## Data in this exercise
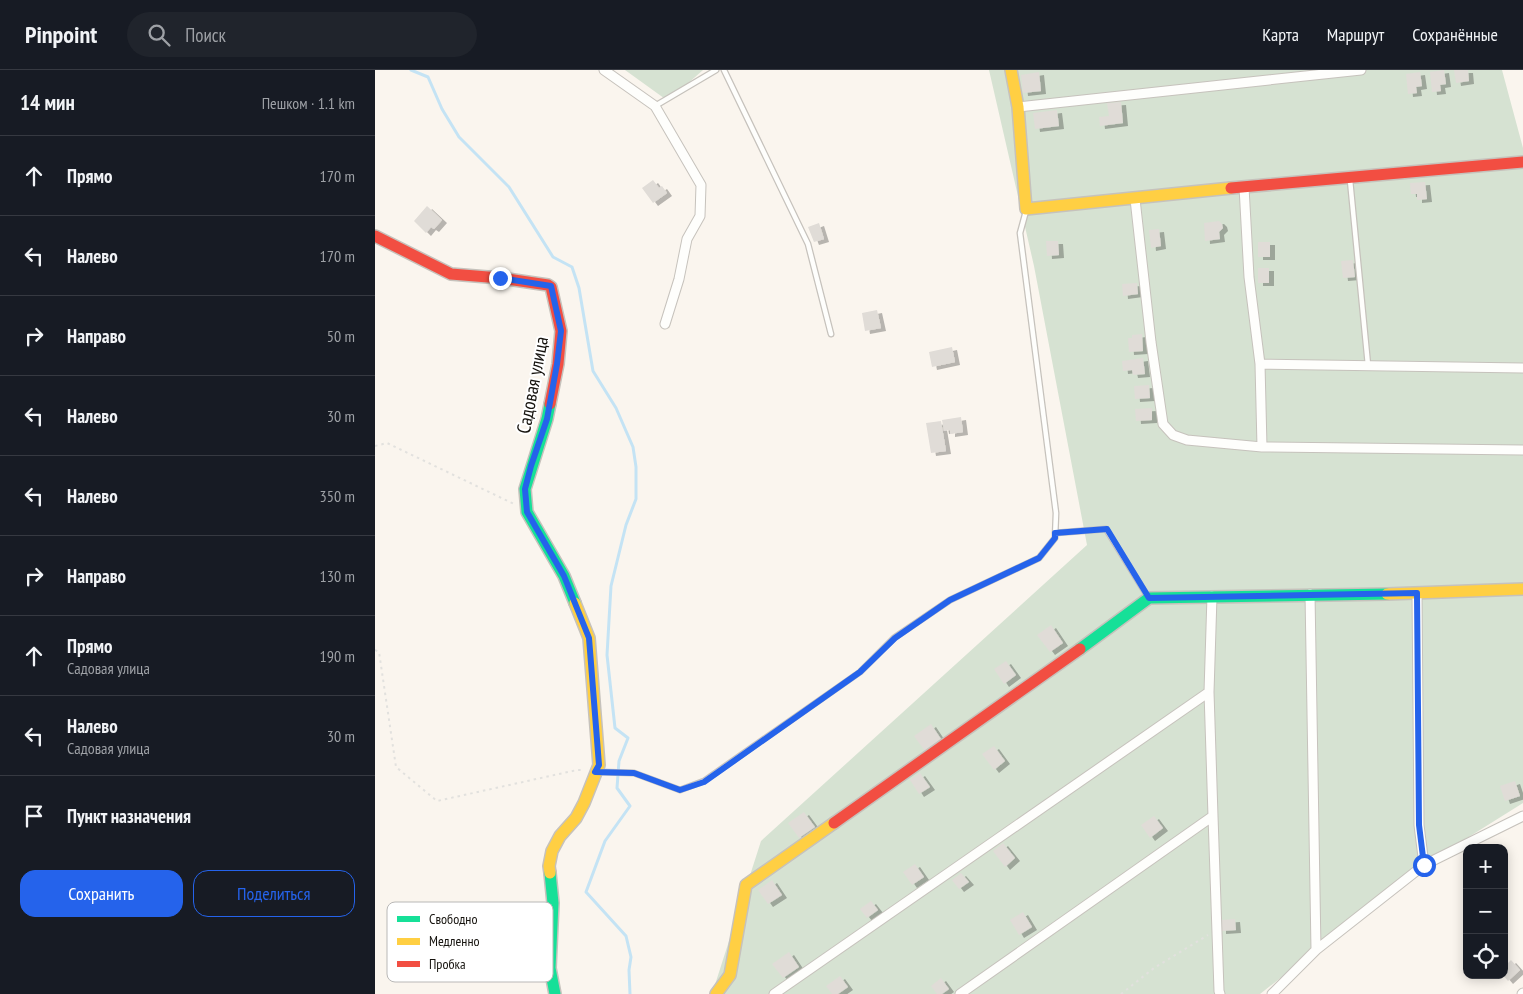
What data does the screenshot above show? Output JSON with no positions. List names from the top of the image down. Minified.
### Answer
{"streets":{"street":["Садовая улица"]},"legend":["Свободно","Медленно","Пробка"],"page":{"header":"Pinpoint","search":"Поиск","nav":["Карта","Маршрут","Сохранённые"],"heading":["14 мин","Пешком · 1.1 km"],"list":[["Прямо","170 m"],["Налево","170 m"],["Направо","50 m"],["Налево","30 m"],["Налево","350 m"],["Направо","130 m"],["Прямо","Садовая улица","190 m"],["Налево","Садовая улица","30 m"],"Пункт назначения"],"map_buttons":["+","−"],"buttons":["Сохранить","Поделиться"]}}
--
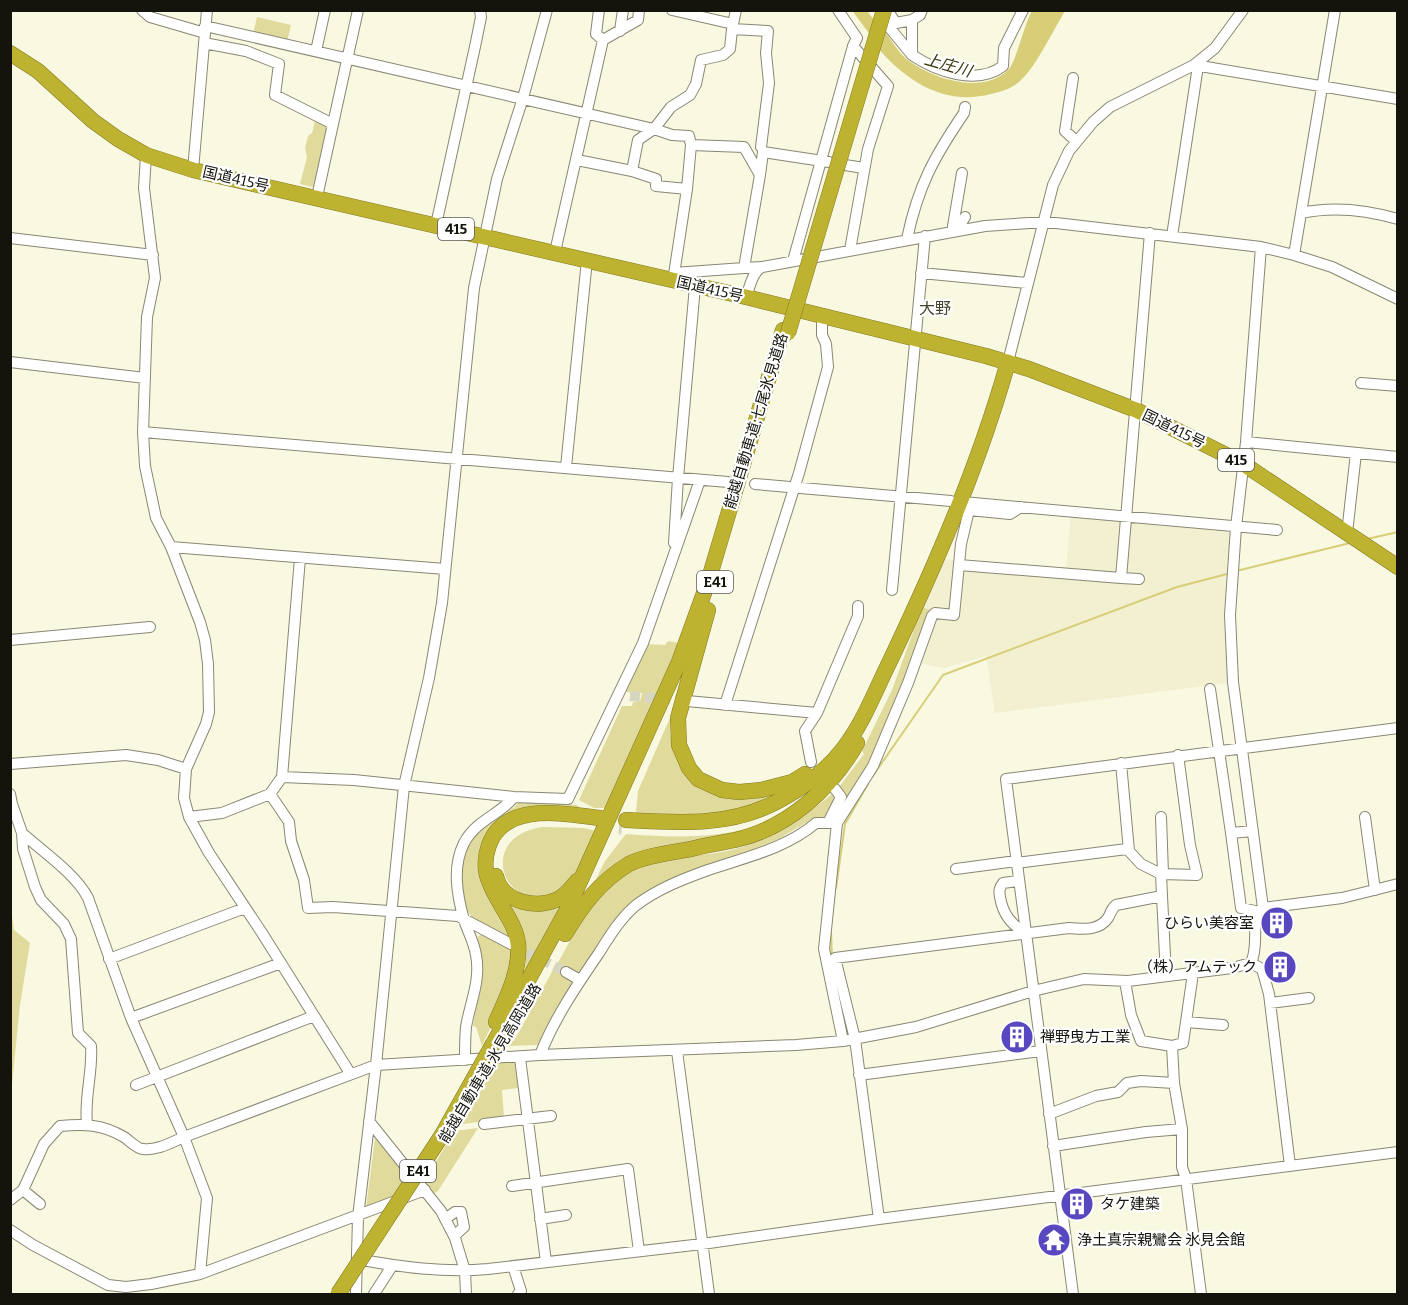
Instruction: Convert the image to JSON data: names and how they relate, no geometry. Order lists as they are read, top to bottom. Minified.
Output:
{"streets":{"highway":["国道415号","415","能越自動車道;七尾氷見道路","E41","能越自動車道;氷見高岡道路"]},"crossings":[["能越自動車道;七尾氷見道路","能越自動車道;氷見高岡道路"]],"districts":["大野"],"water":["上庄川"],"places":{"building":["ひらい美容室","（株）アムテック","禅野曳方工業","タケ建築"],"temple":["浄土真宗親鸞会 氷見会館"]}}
* * *
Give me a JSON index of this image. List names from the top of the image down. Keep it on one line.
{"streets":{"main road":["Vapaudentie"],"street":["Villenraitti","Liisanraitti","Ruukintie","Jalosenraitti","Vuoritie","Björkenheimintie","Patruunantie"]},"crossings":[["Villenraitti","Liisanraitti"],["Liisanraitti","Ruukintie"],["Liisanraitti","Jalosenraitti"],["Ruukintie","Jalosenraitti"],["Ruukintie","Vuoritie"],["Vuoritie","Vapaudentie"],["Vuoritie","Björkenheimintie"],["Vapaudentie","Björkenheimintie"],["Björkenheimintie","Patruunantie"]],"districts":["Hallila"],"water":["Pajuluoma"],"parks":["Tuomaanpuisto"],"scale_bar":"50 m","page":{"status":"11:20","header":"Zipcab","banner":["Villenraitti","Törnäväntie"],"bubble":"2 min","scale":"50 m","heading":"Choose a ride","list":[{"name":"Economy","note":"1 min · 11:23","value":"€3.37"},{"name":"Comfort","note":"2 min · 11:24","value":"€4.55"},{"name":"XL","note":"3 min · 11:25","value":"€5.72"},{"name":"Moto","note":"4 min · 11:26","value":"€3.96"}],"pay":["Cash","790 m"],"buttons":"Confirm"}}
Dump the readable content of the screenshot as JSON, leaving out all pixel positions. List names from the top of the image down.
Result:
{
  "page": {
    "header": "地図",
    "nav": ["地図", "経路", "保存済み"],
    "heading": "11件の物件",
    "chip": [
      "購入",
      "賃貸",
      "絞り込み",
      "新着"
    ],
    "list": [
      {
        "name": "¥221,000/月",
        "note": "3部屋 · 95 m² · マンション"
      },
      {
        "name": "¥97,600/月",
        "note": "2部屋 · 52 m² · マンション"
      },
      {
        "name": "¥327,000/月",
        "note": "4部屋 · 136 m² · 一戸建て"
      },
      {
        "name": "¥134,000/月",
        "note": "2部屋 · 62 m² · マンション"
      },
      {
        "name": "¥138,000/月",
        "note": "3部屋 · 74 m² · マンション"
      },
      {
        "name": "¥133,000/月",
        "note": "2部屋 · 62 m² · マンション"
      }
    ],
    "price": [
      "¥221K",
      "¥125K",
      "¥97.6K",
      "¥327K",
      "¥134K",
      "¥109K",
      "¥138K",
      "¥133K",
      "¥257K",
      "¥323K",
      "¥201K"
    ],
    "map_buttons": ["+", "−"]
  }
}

## The task
Look through the records above for the string "screenshot", then copy every line that has it.

## Exercise solution
What data does the screenshot above show? Output JSON with no positions. List names from the top of the image down. Minified.
Dump the readable content of the screenshot as JSON, leaving out all pixel positions. List names from the top of the image down.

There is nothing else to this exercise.